Cashier: “Good morning. Can I interest you in signing up today for a [Store] card? You’ll save on future purchases here at [Store].”

Me: “Only if you open a second register to help the lady behind me.”

(We both turn at look at a 40-ish female carrying at least a dozen different items. She can barely see or carry her load.)

Cashier: “Madam, we can help you at lane two. We’ve just opened it.”

Me: *to the cashier* “Thank you. My name is…”

(Registering for the card and checking out took just a few minutes. Stay classy out there, fellow Christmas shoppers!)

The High Point Of Black Friday

| ME, USA | Bizarre, Food & Drink, Holidays, Theme Of The Month

(I work in a chocolatier. We’ve opened at midnight for our Black Friday sale. My job is to greet shoppers as they come in and offer everyone a sample. By 4 am I’m exhausted from the rush. A customer comes in. He is red faced, and wearing a shirt several sizes too small.)

Customer: “Hey. You know what? I’ve always thought you guys should sell chocolate belly buttons!”

Me: “Um… I’m sorry?”

Customer: “You should sell chocolate belly buttons!”

(The customer takes a sample, and then leaves. I turn to my manager.)

Me: “What was that?”

Manager: “Oh, he was definitely high. Welcome to Black Friday sales!”

Outdated And Outsmarted

| Kent, England, UK | Extra Stupid, Holidays, Theme Of The Month

(I’m doing a bit of Christmas shopping. I stop at a calendar stand in the middle of the shopping center, and start looking through the stock. I think nothing of two customers appearing next to me until they start talking.)

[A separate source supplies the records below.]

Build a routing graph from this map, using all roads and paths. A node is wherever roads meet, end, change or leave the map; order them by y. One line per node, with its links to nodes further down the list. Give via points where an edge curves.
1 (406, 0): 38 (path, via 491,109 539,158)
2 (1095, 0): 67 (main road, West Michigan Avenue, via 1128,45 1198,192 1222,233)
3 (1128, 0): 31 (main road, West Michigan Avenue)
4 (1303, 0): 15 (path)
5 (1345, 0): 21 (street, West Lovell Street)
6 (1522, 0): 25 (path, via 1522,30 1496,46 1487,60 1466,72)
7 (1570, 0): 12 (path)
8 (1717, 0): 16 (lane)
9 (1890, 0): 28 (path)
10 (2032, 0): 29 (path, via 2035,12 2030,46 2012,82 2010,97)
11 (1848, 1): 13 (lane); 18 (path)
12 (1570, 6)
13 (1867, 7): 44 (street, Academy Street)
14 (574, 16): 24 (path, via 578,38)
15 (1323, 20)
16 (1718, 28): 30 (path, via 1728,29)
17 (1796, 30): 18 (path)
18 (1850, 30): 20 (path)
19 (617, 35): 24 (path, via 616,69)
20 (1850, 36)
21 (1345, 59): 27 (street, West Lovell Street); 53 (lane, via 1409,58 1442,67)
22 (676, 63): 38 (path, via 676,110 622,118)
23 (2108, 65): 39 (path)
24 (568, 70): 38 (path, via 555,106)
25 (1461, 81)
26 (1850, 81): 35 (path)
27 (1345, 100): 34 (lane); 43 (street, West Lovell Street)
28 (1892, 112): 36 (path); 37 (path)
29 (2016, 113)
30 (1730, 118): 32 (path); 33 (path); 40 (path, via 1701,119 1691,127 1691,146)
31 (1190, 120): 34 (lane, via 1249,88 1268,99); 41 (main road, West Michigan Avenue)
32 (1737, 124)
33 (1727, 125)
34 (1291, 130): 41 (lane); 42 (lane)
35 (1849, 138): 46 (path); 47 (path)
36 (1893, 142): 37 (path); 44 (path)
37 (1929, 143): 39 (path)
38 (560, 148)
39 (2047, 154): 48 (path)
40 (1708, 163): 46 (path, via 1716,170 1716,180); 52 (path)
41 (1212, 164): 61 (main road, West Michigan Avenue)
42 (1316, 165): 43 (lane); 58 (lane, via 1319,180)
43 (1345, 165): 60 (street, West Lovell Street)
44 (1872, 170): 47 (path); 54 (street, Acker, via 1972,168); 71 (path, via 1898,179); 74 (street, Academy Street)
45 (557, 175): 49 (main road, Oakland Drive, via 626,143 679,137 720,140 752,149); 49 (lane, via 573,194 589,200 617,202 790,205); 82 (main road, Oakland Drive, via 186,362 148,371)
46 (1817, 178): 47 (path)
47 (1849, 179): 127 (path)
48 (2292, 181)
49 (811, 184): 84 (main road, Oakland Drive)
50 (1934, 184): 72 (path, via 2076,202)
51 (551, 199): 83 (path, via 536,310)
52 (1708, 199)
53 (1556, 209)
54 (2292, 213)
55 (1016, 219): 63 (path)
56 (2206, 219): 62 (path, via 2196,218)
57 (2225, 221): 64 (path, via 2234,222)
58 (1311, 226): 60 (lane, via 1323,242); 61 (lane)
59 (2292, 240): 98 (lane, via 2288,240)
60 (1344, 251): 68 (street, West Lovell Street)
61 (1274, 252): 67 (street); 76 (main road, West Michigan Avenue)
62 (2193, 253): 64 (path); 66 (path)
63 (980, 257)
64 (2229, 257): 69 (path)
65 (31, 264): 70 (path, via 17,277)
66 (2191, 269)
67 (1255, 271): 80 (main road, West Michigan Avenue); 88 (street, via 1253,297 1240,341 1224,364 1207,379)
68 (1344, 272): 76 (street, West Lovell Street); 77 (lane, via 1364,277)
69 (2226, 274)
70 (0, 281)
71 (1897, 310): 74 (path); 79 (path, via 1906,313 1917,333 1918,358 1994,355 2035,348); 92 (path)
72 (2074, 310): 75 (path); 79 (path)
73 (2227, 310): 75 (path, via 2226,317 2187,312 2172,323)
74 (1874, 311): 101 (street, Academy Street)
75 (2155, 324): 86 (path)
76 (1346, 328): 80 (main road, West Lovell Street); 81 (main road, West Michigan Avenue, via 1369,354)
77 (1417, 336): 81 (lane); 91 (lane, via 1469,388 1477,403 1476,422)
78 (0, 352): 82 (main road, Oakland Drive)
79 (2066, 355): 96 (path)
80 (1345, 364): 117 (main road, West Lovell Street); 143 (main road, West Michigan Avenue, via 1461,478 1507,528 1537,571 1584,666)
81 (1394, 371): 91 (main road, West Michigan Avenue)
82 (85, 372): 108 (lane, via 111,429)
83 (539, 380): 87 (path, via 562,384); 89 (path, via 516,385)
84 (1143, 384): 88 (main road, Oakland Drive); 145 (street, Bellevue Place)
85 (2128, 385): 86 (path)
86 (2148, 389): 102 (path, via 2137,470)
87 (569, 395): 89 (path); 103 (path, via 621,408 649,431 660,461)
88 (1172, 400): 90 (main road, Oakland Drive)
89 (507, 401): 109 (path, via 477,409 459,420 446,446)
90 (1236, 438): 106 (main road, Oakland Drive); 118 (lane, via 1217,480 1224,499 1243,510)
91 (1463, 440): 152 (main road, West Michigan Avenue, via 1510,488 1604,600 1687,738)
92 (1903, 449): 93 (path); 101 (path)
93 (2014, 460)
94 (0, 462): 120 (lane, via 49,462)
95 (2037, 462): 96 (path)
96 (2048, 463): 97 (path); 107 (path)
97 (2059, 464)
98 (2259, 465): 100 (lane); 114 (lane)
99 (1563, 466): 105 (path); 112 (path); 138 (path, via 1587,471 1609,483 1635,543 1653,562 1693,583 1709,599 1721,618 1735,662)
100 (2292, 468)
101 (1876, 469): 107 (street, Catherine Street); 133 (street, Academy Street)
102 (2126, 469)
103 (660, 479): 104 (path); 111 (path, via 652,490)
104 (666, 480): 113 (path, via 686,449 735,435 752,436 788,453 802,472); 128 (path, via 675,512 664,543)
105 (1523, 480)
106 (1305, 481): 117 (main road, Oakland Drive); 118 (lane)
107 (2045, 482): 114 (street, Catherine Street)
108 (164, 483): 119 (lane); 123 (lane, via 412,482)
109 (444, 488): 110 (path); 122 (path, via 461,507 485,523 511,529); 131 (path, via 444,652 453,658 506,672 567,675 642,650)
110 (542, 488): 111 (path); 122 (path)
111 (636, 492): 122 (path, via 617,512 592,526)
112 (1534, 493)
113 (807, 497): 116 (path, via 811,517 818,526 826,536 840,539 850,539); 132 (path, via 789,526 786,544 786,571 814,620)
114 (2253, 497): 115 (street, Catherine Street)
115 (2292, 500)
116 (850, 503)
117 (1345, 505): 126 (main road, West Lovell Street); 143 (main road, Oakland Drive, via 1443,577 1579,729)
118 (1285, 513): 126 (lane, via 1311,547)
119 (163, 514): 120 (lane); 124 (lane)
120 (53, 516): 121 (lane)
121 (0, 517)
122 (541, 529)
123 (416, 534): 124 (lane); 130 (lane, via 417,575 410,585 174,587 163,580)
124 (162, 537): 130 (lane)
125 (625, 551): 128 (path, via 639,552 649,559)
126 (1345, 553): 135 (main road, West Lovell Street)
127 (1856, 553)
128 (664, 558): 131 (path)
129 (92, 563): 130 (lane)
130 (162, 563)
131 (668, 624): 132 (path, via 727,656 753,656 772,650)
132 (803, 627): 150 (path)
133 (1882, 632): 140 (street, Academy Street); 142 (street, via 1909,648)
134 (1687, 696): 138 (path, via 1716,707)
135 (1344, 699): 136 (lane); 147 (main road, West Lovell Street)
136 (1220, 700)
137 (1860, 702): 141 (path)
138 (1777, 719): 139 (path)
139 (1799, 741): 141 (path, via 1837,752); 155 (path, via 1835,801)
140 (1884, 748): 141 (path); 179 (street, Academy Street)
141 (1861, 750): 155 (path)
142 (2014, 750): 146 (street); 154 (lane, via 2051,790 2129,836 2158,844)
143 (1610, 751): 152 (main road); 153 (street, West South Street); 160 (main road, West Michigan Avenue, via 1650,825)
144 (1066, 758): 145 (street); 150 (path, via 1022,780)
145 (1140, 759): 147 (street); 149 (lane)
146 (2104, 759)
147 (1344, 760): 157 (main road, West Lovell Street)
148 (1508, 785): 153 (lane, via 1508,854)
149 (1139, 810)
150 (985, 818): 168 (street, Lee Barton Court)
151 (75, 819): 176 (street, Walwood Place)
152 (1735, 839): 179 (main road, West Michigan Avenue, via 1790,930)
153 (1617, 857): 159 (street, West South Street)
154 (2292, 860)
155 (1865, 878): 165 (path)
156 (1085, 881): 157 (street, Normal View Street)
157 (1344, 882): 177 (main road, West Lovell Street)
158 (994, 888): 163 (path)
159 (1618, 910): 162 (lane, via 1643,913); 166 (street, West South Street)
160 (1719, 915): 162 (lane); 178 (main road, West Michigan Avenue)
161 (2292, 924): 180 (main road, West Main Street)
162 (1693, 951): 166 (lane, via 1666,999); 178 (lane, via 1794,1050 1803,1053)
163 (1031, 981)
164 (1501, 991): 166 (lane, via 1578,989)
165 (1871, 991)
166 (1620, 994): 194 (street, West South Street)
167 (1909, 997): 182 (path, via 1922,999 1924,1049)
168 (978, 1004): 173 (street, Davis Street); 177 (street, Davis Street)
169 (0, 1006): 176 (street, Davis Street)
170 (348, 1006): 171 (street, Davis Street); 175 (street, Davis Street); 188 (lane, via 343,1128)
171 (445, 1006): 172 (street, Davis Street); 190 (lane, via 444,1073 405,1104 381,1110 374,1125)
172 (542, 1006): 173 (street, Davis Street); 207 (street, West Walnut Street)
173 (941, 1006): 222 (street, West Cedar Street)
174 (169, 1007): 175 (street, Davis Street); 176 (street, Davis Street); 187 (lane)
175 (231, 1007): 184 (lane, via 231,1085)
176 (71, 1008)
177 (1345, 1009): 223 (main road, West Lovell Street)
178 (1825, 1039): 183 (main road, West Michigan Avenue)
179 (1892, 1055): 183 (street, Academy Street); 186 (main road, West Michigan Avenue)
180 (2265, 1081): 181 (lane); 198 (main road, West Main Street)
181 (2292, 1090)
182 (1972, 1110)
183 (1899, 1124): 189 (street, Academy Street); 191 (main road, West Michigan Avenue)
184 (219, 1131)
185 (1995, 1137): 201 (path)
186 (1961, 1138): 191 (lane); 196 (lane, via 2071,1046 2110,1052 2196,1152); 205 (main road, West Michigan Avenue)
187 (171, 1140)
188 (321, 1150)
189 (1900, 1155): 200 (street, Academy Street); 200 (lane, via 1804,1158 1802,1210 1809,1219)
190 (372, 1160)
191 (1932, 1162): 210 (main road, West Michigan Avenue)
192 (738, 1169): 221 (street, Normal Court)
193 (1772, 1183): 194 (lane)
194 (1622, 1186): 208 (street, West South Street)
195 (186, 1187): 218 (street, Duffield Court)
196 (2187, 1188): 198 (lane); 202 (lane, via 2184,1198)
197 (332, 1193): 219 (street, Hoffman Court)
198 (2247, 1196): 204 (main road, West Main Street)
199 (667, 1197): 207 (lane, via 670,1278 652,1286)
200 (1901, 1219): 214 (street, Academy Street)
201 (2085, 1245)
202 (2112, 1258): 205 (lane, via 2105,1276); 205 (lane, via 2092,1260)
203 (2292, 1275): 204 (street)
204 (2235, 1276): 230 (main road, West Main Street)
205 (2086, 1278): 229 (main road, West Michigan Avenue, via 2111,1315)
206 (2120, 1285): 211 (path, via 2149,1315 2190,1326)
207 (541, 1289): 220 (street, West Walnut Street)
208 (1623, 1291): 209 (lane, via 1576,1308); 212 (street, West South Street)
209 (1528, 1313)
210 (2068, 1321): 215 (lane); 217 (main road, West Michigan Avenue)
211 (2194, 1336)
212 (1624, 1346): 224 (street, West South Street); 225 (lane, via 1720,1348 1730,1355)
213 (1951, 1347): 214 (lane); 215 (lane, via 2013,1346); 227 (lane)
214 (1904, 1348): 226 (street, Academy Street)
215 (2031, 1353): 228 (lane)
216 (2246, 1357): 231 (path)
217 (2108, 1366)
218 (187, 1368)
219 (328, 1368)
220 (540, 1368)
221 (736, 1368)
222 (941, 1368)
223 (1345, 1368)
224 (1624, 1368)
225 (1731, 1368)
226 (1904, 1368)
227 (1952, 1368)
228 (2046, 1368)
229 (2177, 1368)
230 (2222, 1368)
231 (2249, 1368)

Customer #1: “Are these calendars for next year?”

Customer #2: “I don’t know. Check the date.”

Customer #1: “I can’t see it.”

Me: “Are you serious?”

Customer #1: “Excuse me?”

Me: “It’s the middle of December. The last month of the year. Why would anybody need to buy a calendar for this year?”

Customer #2: “You can’t talk to my daughter like that! She’s not stupid!”

Me: “With all due respect, I’m not the one questioning if calendars being sold in December are for next year.”